"""

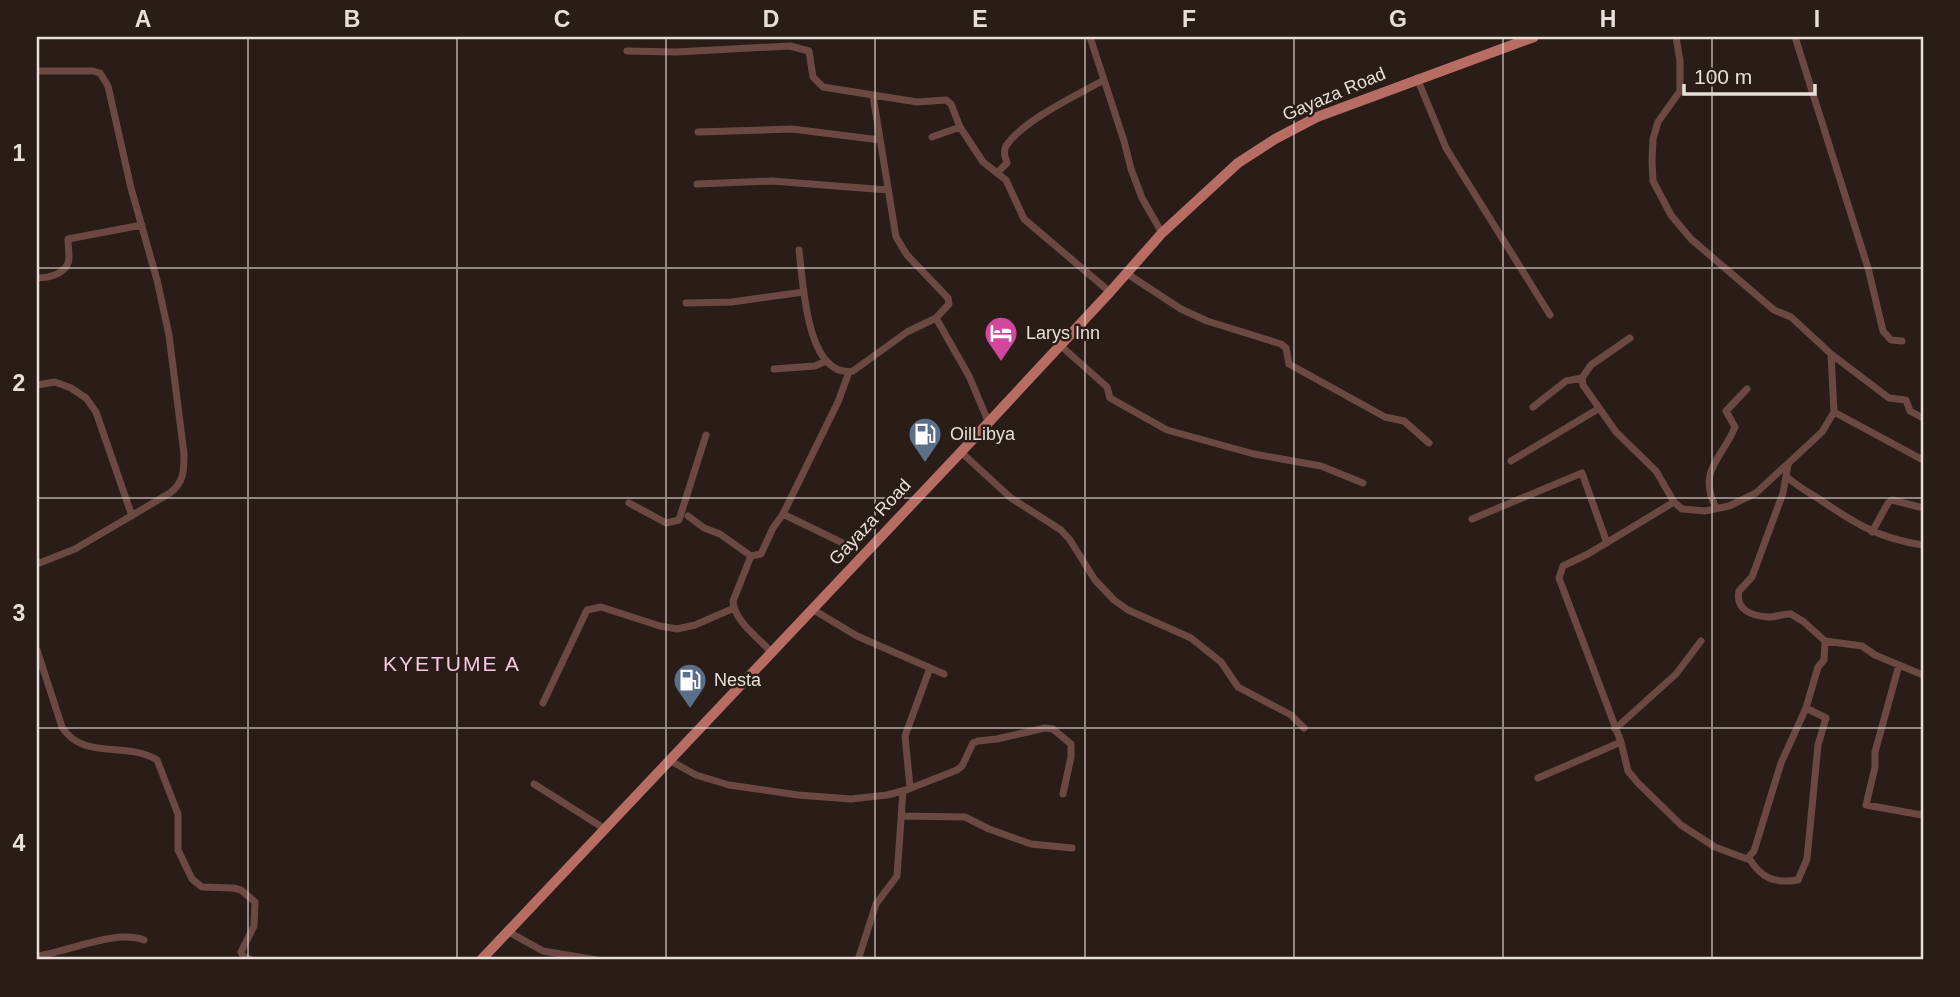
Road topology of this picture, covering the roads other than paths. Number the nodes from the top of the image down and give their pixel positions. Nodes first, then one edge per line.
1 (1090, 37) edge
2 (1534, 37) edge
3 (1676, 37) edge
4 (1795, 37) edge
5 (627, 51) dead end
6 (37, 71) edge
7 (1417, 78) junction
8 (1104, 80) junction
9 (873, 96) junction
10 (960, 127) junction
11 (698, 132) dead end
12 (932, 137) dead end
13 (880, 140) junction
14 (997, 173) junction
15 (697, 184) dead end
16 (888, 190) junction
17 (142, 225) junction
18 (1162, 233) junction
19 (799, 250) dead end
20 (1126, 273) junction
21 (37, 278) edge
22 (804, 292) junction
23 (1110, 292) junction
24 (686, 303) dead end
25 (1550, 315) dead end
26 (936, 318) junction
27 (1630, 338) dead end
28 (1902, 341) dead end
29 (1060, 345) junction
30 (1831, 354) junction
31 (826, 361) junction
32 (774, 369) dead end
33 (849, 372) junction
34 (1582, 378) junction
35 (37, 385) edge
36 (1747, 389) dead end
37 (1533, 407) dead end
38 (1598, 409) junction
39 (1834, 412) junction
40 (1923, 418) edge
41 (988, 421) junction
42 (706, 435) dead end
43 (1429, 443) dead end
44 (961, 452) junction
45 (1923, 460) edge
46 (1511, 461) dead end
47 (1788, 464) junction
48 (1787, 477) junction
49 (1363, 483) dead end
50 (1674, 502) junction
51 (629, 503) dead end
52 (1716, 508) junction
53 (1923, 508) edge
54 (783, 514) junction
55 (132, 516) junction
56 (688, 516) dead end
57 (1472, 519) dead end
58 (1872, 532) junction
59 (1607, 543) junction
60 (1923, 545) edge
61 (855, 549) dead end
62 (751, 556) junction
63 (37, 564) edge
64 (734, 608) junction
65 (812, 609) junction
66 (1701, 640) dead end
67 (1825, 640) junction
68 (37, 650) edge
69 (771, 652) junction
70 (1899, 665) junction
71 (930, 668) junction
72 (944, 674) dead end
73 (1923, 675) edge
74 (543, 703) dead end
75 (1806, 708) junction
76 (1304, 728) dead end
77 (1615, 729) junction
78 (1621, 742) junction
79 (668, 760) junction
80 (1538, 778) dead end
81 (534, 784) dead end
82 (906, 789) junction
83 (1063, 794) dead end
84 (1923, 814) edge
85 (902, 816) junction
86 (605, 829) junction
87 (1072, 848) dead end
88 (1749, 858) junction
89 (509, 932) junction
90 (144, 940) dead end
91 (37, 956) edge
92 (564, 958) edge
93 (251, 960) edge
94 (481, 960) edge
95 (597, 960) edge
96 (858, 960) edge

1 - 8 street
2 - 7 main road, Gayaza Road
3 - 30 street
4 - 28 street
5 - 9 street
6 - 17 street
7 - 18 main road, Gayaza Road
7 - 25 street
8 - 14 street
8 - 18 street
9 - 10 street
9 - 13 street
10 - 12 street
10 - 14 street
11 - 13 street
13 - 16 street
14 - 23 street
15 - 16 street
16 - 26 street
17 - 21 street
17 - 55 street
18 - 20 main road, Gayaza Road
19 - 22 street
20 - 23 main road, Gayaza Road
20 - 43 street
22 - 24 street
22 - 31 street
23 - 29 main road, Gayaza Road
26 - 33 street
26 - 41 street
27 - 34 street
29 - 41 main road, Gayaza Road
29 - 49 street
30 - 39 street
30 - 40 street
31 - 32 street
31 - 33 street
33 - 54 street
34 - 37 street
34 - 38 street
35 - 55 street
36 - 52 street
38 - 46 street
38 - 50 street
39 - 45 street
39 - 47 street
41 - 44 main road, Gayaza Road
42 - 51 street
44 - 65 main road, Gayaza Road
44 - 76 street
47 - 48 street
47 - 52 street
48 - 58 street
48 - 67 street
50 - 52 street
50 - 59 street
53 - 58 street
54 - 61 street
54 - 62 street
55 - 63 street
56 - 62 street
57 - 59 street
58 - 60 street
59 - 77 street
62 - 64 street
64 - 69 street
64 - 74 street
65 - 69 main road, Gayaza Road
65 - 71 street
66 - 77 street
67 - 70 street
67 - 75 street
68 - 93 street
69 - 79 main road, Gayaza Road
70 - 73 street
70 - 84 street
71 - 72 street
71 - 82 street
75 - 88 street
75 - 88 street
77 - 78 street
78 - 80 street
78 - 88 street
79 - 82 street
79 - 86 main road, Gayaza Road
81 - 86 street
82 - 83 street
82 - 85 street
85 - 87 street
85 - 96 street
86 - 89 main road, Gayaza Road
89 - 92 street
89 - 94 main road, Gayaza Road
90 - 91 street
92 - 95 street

"""

(TASK OBJECTIVE):
Could you give the material above again, exactly and without its pictures?

(FINISHED EXERCISE):
Road topology of this picture, covering the roads other than paths. Number the nodes from the top of the image down and give their pixel positions. Nodes first, then one edge per line.
1 (1090, 37) edge
2 (1534, 37) edge
3 (1676, 37) edge
4 (1795, 37) edge
5 (627, 51) dead end
6 (37, 71) edge
7 (1417, 78) junction
8 (1104, 80) junction
9 (873, 96) junction
10 (960, 127) junction
11 (698, 132) dead end
12 (932, 137) dead end
13 (880, 140) junction
14 (997, 173) junction
15 (697, 184) dead end
16 (888, 190) junction
17 (142, 225) junction
18 (1162, 233) junction
19 (799, 250) dead end
20 (1126, 273) junction
21 (37, 278) edge
22 (804, 292) junction
23 (1110, 292) junction
24 (686, 303) dead end
25 (1550, 315) dead end
26 (936, 318) junction
27 (1630, 338) dead end
28 (1902, 341) dead end
29 (1060, 345) junction
30 (1831, 354) junction
31 (826, 361) junction
32 (774, 369) dead end
33 (849, 372) junction
34 (1582, 378) junction
35 (37, 385) edge
36 (1747, 389) dead end
37 (1533, 407) dead end
38 (1598, 409) junction
39 (1834, 412) junction
40 (1923, 418) edge
41 (988, 421) junction
42 (706, 435) dead end
43 (1429, 443) dead end
44 (961, 452) junction
45 (1923, 460) edge
46 (1511, 461) dead end
47 (1788, 464) junction
48 (1787, 477) junction
49 (1363, 483) dead end
50 (1674, 502) junction
51 (629, 503) dead end
52 (1716, 508) junction
53 (1923, 508) edge
54 (783, 514) junction
55 (132, 516) junction
56 (688, 516) dead end
57 (1472, 519) dead end
58 (1872, 532) junction
59 (1607, 543) junction
60 (1923, 545) edge
61 (855, 549) dead end
62 (751, 556) junction
63 (37, 564) edge
64 (734, 608) junction
65 (812, 609) junction
66 (1701, 640) dead end
67 (1825, 640) junction
68 (37, 650) edge
69 (771, 652) junction
70 (1899, 665) junction
71 (930, 668) junction
72 (944, 674) dead end
73 (1923, 675) edge
74 (543, 703) dead end
75 (1806, 708) junction
76 (1304, 728) dead end
77 (1615, 729) junction
78 (1621, 742) junction
79 (668, 760) junction
80 (1538, 778) dead end
81 (534, 784) dead end
82 (906, 789) junction
83 (1063, 794) dead end
84 (1923, 814) edge
85 (902, 816) junction
86 (605, 829) junction
87 (1072, 848) dead end
88 (1749, 858) junction
89 (509, 932) junction
90 (144, 940) dead end
91 (37, 956) edge
92 (564, 958) edge
93 (251, 960) edge
94 (481, 960) edge
95 (597, 960) edge
96 (858, 960) edge

1 - 8 street
2 - 7 main road, Gayaza Road
3 - 30 street
4 - 28 street
5 - 9 street
6 - 17 street
7 - 18 main road, Gayaza Road
7 - 25 street
8 - 14 street
8 - 18 street
9 - 10 street
9 - 13 street
10 - 12 street
10 - 14 street
11 - 13 street
13 - 16 street
14 - 23 street
15 - 16 street
16 - 26 street
17 - 21 street
17 - 55 street
18 - 20 main road, Gayaza Road
19 - 22 street
20 - 23 main road, Gayaza Road
20 - 43 street
22 - 24 street
22 - 31 street
23 - 29 main road, Gayaza Road
26 - 33 street
26 - 41 street
27 - 34 street
29 - 41 main road, Gayaza Road
29 - 49 street
30 - 39 street
30 - 40 street
31 - 32 street
31 - 33 street
33 - 54 street
34 - 37 street
34 - 38 street
35 - 55 street
36 - 52 street
38 - 46 street
38 - 50 street
39 - 45 street
39 - 47 street
41 - 44 main road, Gayaza Road
42 - 51 street
44 - 65 main road, Gayaza Road
44 - 76 street
47 - 48 street
47 - 52 street
48 - 58 street
48 - 67 street
50 - 52 street
50 - 59 street
53 - 58 street
54 - 61 street
54 - 62 street
55 - 63 street
56 - 62 street
57 - 59 street
58 - 60 street
59 - 77 street
62 - 64 street
64 - 69 street
64 - 74 street
65 - 69 main road, Gayaza Road
65 - 71 street
66 - 77 street
67 - 70 street
67 - 75 street
68 - 93 street
69 - 79 main road, Gayaza Road
70 - 73 street
70 - 84 street
71 - 72 street
71 - 82 street
75 - 88 street
75 - 88 street
77 - 78 street
78 - 80 street
78 - 88 street
79 - 82 street
79 - 86 main road, Gayaza Road
81 - 86 street
82 - 83 street
82 - 85 street
85 - 87 street
85 - 96 street
86 - 89 main road, Gayaza Road
89 - 92 street
89 - 94 main road, Gayaza Road
90 - 91 street
92 - 95 street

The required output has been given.